## EXERCISE BRIEF
Check every line of the entries below for "Court", and copy the lines that have it.

--- START ---

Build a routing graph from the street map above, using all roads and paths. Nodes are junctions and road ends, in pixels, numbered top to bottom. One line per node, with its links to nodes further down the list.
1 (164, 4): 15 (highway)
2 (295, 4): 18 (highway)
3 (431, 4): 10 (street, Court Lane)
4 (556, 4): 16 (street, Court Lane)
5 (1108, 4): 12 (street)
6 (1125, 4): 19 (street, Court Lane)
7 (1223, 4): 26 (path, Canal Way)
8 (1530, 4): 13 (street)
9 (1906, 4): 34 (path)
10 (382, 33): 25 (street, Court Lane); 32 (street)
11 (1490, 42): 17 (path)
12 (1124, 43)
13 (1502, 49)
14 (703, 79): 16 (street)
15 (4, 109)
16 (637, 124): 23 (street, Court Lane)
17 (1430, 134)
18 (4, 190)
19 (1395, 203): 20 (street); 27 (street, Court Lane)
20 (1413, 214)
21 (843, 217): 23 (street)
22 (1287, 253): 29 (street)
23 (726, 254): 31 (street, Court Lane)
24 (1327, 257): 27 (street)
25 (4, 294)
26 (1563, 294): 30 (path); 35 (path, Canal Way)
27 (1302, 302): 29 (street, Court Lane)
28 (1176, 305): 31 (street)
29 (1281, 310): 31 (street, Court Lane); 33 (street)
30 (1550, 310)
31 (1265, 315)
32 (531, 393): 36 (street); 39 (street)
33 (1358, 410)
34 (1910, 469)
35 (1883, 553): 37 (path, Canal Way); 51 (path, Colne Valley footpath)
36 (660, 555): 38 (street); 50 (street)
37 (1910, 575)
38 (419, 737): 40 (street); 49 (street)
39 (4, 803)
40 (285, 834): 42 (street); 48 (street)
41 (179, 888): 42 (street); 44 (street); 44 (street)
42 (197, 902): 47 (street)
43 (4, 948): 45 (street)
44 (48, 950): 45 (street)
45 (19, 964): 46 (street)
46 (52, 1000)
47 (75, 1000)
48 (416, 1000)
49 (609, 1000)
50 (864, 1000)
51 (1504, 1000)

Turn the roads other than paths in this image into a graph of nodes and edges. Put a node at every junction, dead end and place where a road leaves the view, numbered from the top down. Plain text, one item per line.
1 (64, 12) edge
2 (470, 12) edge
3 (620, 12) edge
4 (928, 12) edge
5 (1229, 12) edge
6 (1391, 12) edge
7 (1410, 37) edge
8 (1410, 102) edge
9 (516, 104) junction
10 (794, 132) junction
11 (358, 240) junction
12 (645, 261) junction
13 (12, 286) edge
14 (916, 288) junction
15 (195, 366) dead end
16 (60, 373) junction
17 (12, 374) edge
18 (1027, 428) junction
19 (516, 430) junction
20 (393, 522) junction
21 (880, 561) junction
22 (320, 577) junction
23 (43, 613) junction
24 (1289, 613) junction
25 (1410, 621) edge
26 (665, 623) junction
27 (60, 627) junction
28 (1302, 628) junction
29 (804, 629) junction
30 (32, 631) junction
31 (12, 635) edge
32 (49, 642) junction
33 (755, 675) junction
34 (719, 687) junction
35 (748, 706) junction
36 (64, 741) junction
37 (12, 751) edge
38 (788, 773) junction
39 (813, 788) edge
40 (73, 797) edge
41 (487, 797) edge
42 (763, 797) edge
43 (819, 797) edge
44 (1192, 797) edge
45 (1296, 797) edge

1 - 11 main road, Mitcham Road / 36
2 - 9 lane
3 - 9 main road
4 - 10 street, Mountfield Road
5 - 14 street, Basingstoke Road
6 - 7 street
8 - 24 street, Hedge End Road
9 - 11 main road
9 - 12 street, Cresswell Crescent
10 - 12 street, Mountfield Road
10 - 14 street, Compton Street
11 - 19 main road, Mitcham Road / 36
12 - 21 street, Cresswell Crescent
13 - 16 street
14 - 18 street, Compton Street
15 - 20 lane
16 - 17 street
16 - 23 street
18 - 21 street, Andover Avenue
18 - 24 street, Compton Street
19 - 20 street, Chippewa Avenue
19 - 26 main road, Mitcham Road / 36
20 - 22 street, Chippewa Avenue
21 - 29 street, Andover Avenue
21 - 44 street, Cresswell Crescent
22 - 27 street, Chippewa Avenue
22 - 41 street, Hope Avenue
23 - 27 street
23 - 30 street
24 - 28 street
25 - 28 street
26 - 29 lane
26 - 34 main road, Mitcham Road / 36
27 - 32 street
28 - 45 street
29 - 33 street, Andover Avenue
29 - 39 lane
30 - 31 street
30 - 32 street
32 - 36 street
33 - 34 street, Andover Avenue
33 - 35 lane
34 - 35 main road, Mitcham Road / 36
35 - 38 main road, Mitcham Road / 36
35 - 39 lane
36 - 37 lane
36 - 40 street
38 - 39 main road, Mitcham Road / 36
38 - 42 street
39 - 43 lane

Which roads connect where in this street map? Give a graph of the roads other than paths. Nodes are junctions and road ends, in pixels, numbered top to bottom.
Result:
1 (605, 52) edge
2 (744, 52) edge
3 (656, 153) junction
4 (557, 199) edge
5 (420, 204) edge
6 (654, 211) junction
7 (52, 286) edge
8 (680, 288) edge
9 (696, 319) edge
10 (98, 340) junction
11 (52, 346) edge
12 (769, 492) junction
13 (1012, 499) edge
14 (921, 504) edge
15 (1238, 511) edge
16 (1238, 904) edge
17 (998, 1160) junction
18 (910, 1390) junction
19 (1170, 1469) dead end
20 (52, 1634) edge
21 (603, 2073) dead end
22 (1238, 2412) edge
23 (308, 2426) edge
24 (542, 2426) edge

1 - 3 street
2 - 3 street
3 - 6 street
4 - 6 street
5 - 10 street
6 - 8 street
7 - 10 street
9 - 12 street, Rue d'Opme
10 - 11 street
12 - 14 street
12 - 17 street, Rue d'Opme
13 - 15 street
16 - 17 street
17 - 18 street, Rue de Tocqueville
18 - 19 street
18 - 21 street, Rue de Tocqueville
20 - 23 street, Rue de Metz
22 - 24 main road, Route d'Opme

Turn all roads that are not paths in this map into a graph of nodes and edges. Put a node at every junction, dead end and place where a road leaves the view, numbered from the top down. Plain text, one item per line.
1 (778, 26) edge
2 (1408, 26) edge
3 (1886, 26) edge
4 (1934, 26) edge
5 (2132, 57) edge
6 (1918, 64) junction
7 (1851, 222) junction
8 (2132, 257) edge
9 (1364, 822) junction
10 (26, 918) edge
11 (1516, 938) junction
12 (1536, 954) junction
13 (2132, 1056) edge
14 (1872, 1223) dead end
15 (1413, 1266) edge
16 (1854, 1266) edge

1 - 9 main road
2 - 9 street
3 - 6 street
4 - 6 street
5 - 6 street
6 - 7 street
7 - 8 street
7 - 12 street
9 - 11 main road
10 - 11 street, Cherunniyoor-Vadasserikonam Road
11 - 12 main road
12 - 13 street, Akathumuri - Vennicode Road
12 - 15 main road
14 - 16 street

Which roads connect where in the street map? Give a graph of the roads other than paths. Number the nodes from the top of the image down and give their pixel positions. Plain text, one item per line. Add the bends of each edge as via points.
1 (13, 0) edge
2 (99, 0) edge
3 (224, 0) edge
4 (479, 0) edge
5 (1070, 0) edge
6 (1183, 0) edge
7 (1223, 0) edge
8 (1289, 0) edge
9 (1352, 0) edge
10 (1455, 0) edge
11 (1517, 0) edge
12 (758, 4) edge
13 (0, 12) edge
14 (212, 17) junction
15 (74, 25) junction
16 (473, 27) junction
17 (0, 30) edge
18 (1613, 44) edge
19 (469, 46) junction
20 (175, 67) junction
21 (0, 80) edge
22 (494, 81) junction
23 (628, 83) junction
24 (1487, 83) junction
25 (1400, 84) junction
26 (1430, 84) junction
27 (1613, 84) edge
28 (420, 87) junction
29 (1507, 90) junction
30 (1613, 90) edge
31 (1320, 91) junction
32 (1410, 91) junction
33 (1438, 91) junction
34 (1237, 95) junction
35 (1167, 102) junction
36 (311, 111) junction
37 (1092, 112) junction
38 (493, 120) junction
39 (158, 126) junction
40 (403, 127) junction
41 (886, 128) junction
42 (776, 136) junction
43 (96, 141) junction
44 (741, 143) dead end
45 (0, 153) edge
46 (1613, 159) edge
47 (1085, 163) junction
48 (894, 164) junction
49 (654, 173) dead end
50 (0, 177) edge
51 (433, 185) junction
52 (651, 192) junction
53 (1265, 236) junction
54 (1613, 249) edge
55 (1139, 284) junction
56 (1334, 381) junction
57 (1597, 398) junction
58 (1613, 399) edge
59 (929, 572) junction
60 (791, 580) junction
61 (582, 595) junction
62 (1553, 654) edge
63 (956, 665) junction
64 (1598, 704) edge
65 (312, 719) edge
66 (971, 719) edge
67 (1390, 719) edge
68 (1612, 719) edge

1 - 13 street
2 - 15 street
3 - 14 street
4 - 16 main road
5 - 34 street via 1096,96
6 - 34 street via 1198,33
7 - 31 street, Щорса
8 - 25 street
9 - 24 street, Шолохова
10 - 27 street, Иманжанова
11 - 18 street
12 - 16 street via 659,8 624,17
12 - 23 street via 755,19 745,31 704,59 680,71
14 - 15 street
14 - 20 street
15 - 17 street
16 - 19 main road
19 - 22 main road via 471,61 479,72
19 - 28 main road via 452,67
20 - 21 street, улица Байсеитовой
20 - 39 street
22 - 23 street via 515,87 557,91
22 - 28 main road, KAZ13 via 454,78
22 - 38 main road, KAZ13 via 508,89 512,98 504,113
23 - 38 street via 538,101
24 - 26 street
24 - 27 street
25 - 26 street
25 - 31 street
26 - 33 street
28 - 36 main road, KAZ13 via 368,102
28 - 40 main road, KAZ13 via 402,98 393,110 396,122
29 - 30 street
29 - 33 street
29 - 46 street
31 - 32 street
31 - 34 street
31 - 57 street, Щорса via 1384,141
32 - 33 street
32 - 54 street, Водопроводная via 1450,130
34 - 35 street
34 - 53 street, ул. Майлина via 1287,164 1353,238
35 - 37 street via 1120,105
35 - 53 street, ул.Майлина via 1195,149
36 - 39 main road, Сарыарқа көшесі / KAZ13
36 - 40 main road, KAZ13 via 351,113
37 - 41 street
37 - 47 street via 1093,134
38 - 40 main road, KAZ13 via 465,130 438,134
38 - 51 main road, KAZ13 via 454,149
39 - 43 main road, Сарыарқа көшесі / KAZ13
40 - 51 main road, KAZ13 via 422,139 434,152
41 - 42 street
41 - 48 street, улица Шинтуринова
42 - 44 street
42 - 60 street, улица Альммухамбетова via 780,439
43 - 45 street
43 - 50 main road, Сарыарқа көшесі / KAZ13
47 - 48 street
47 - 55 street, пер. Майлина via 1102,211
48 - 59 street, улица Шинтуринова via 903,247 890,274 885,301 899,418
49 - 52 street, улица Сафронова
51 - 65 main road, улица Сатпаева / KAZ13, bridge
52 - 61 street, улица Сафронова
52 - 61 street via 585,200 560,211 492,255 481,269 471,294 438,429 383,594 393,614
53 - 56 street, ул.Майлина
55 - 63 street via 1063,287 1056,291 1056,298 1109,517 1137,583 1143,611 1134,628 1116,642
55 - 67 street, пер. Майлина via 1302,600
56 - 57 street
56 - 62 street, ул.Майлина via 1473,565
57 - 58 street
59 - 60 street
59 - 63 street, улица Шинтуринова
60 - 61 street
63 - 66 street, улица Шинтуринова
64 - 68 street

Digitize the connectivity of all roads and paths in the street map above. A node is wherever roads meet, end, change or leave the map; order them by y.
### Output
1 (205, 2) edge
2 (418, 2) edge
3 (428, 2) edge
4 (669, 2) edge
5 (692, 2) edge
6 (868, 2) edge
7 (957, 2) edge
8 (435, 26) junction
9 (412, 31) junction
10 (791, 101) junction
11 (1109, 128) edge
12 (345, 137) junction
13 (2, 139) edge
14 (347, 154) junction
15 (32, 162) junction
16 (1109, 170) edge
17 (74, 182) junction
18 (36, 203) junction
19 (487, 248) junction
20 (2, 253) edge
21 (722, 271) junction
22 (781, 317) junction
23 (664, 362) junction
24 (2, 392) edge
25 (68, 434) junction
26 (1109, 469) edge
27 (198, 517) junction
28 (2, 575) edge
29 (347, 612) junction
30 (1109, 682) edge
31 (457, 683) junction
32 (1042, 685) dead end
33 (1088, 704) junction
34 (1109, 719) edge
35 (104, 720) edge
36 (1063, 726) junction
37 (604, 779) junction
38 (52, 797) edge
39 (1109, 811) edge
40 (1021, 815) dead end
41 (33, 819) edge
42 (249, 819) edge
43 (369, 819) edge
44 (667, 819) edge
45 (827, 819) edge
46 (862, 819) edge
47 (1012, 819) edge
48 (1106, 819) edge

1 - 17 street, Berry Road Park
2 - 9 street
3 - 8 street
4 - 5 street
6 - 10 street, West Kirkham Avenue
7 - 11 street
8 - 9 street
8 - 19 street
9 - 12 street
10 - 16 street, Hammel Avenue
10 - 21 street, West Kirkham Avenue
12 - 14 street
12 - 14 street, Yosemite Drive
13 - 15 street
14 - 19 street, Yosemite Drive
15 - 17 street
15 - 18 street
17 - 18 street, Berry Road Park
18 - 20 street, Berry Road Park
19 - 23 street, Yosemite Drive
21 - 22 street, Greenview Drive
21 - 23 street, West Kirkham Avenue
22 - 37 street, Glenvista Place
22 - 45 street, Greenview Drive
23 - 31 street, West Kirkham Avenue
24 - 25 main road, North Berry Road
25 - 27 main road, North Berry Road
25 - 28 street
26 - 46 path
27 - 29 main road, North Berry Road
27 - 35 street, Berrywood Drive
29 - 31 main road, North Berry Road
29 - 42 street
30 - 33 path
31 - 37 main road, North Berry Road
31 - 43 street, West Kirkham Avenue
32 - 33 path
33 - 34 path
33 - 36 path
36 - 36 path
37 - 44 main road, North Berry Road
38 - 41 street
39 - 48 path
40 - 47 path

--- END ---

## ANSWER SECTION
3 (431, 4): 10 (street, Court Lane)
4 (556, 4): 16 (street, Court Lane)
6 (1125, 4): 19 (street, Court Lane)
10 (382, 33): 25 (street, Court Lane); 32 (street)
16 (637, 124): 23 (street, Court Lane)
19 (1395, 203): 20 (street); 27 (street, Court Lane)
23 (726, 254): 31 (street, Court Lane)
27 (1302, 302): 29 (street, Court Lane)
29 (1281, 310): 31 (street, Court Lane); 33 (street)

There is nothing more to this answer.